As Senator Xenophon and Senator Siewert mentioned earlier, this is a bit like Groundhog Day, and it could well become even more like Groundhog Day. Are you suggesting that every 12 months now you will bring this legislation to parliament and, if the parliament keeps rejecting it, you will just keep reintroducing another tariff proposal? So for the next three years, or as long as this government is in place, you are essentially going to thumb your noses at the parliament and say whatever you want, like, ‘We know you will have to validate the revenue again in 12 months time because we know that the situation we are in today is the situation we are going to be in in 12 months.’ Because we are sensible people, we do want to do the right thing. We do not want to see $400 million go back to the liquor industry. You are probably quite reasonable in your assumption that, if we were in the same circumstance 12 months from now, we would again say, ‘No, we don’t want those funds to go back,’ but that is an abuse of our goodwill. It is an abuse of the good faith that has been demonstrated by non-government senators in this chamber. The government ought to reflect very carefully on this. If this legislation is defeated again, it would be entirely inappropriate for the government to continue to use the tariff proposal process as a backdoor way to circumvent the express will of the parliament. In that, I very much agree with the comments made by Senator Siewert and Senator Xenophon.

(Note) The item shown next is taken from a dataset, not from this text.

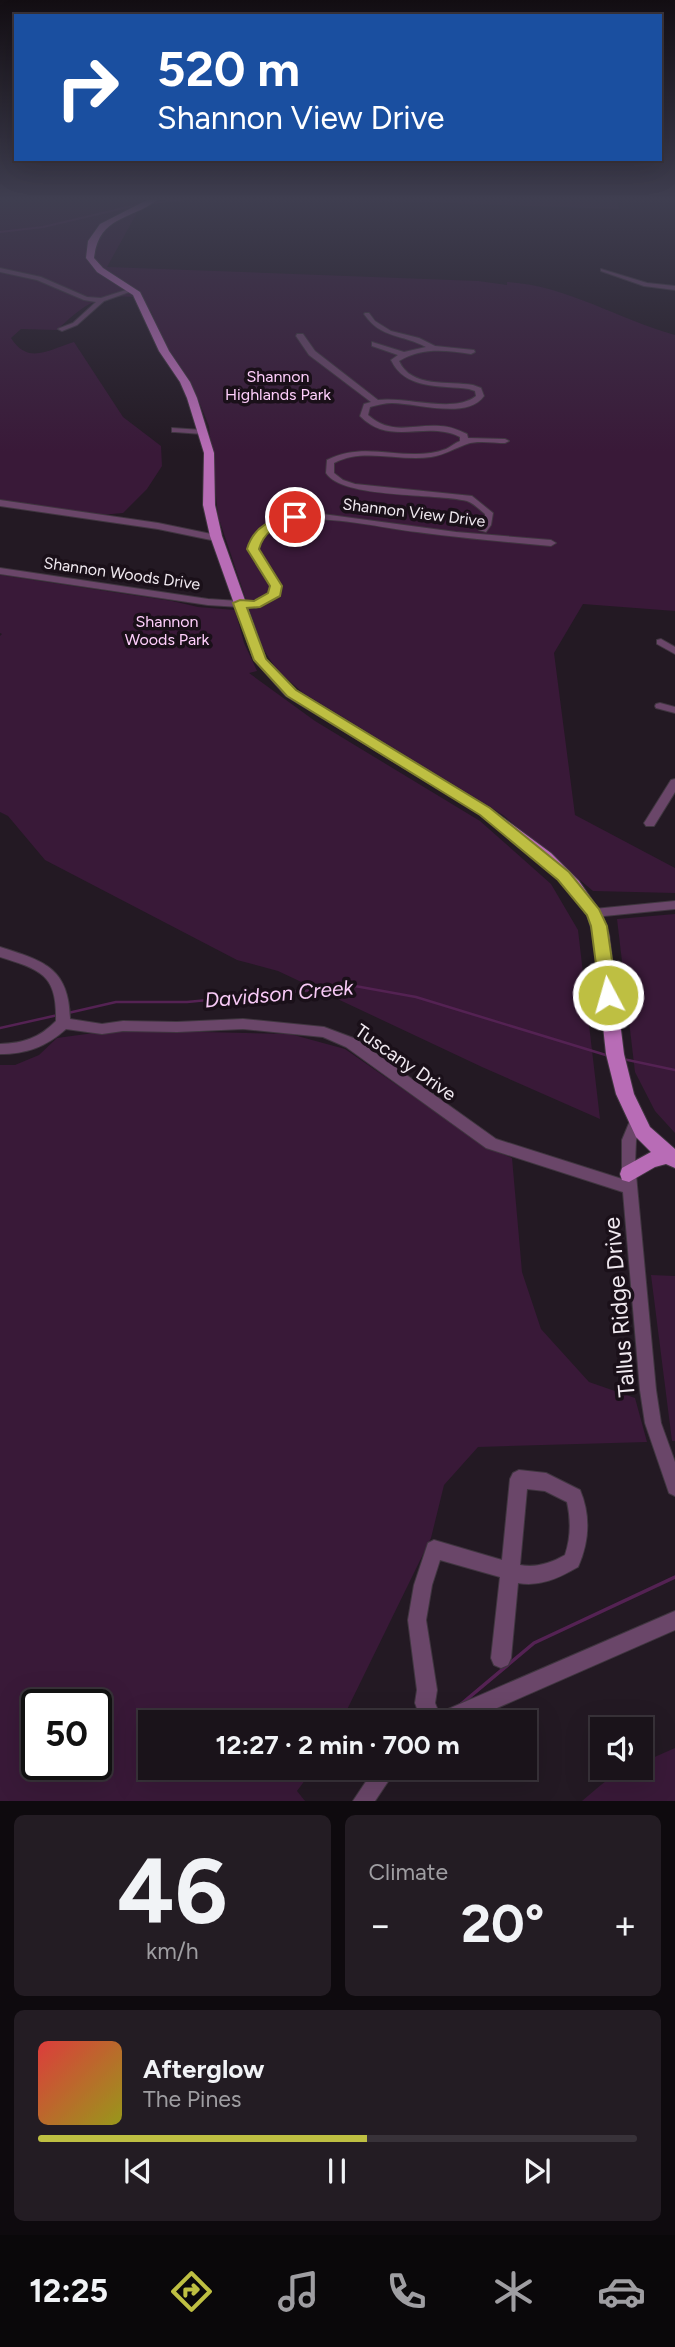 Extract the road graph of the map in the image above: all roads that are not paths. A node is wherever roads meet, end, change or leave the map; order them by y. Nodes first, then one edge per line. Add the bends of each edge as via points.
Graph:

I hope that before this debate is concluded this morning—and I have spoken long enough now, I hope, to allow this to happen—officials in the advisers box will be able to find some very, very simple answers. Have you further revised downwards your revenue estimate as a result of the increased tax on RTDs? I want it to be presented in a form that is comparable to from $3.1 billion down to $1.6 billion. What is the revised estimate now? And what is your estimate of the sales of RTDs from 1 July 2009 moving forward?